For some HEDIS measures, health plans can choose one of two ways to collect their data. If an HMO chooses the administrative method, the data are collected from the health plan´s claims database to identify cases and compute the HEDIS measures. If an health plan uses the hybrid method, cases are first identified using the claims database, then a registered nurse does reviews of medical charts to find additional information about the HEDIS measure. In the tables that follow, measures collected using the administrative method are labeled Administrative and measures collected using the hybrid method are labeled Admin+Chart Review.

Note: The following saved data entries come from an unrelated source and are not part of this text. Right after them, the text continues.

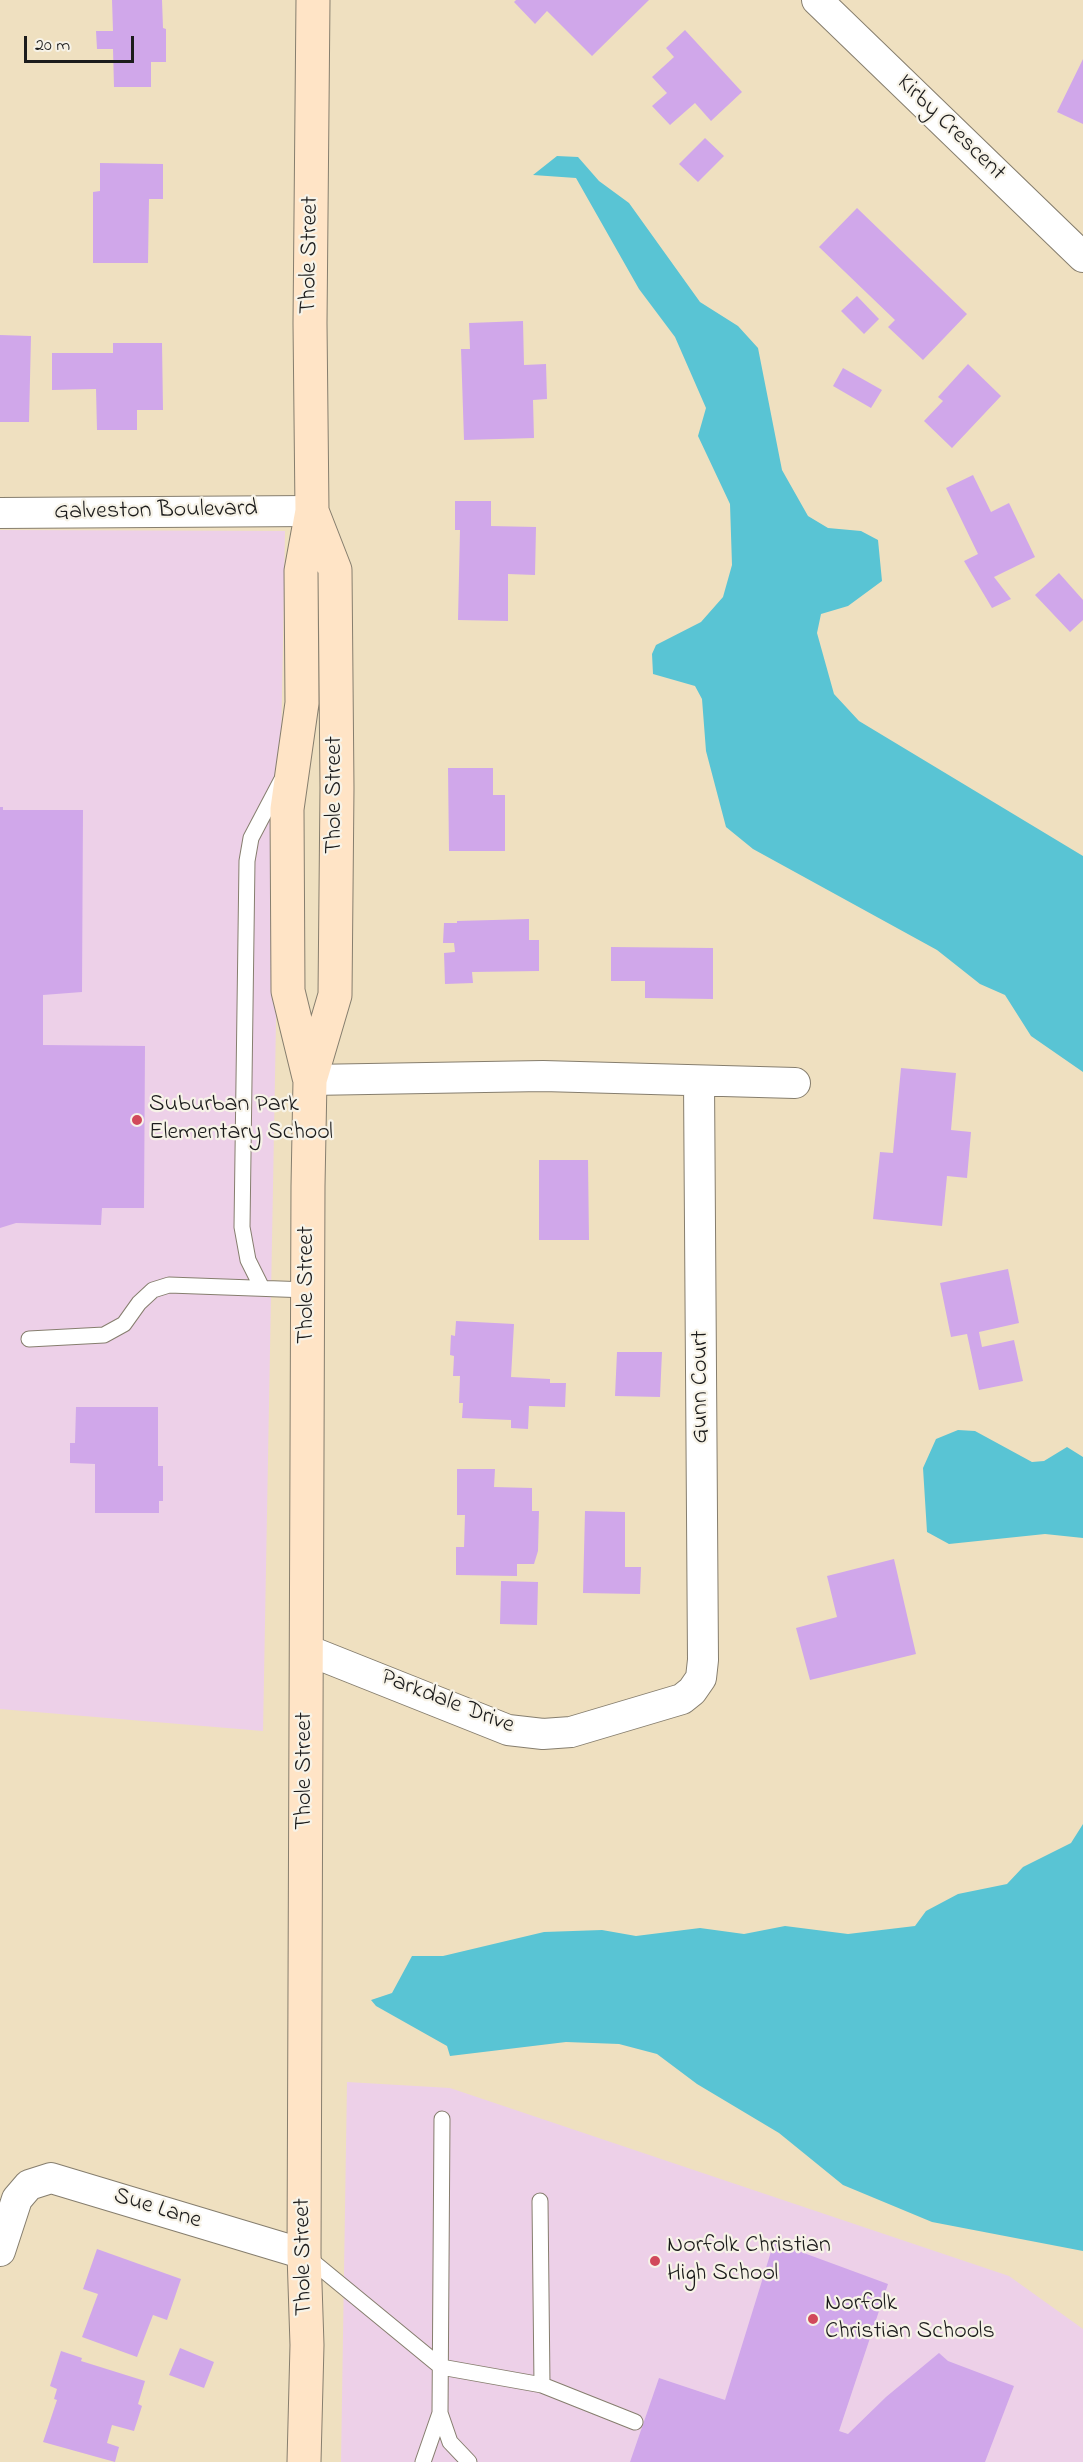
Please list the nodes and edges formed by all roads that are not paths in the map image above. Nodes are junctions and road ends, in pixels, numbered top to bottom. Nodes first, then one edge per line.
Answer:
1 (313, 0) edge
2 (818, 0) edge
3 (1083, 257) edge
4 (312, 511) junction
5 (0, 513) edge
6 (336, 754) junction
7 (296, 755) junction
8 (310, 1080) junction
9 (699, 1080) junction
10 (795, 1083) dead end
11 (262, 1288) junction
12 (308, 1290) junction
13 (29, 1339) dead end
14 (307, 1650) junction
15 (692, 1690) joint
16 (442, 2119) dead end
17 (540, 2201) dead end
18 (0, 2251) edge
19 (304, 2254) junction
20 (441, 2367) junction
21 (542, 2385) junction
22 (440, 2413) junction
23 (635, 2422) dead end
24 (304, 2462) edge
25 (423, 2462) edge
26 (469, 2462) edge

1 - 4 street, Thole Street
2 - 3 street, Kirby Crescent
4 - 5 street, Galveston Boulevard
4 - 6 street, Thole Street
4 - 7 street, Thole Street
6 - 7 street
6 - 8 street, Thole Street
7 - 8 street, Thole Street
7 - 11 lane
8 - 9 street
8 - 12 street, Thole Street
9 - 10 street
9 - 15 street, Gunn Court
11 - 12 lane
11 - 13 lane
12 - 14 street, Thole Street
14 - 15 street, Parkdale Drive
14 - 19 street, Thole Street
16 - 20 lane
17 - 21 lane
18 - 19 street, Sue Lane
19 - 20 lane
19 - 24 street, Thole Street
20 - 21 lane
20 - 22 lane
21 - 23 lane
22 - 25 lane
22 - 26 lane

The hybrid method takes longer and costs more, but the reported values for HEDIS measures are usually more accurate than when health plans use the administrative method. Therefore, differences between health plansmay be because the plans differ in quality, OR because the plans collected data using different methods. Whenever possible, comparisons should only be made between health plans that used the same data collection method for a given variable. In general, administrative rates will be lower than hybrid rates.

MISSING DATA

Some variables have a “Not Reported” or a “Not Applicable” designation. “Not Reported” means that the health plan chose not to report a rate for that measure. This could be because there were significant problems with the data. A “Not Applicable” rate means that the sample size for that measure was too small (less than 30) to calculate a valid rate. All “Not Reported” and “Not Applicable” designations are governed by NCQA reporting rules, and do not reflect the overall quality of care.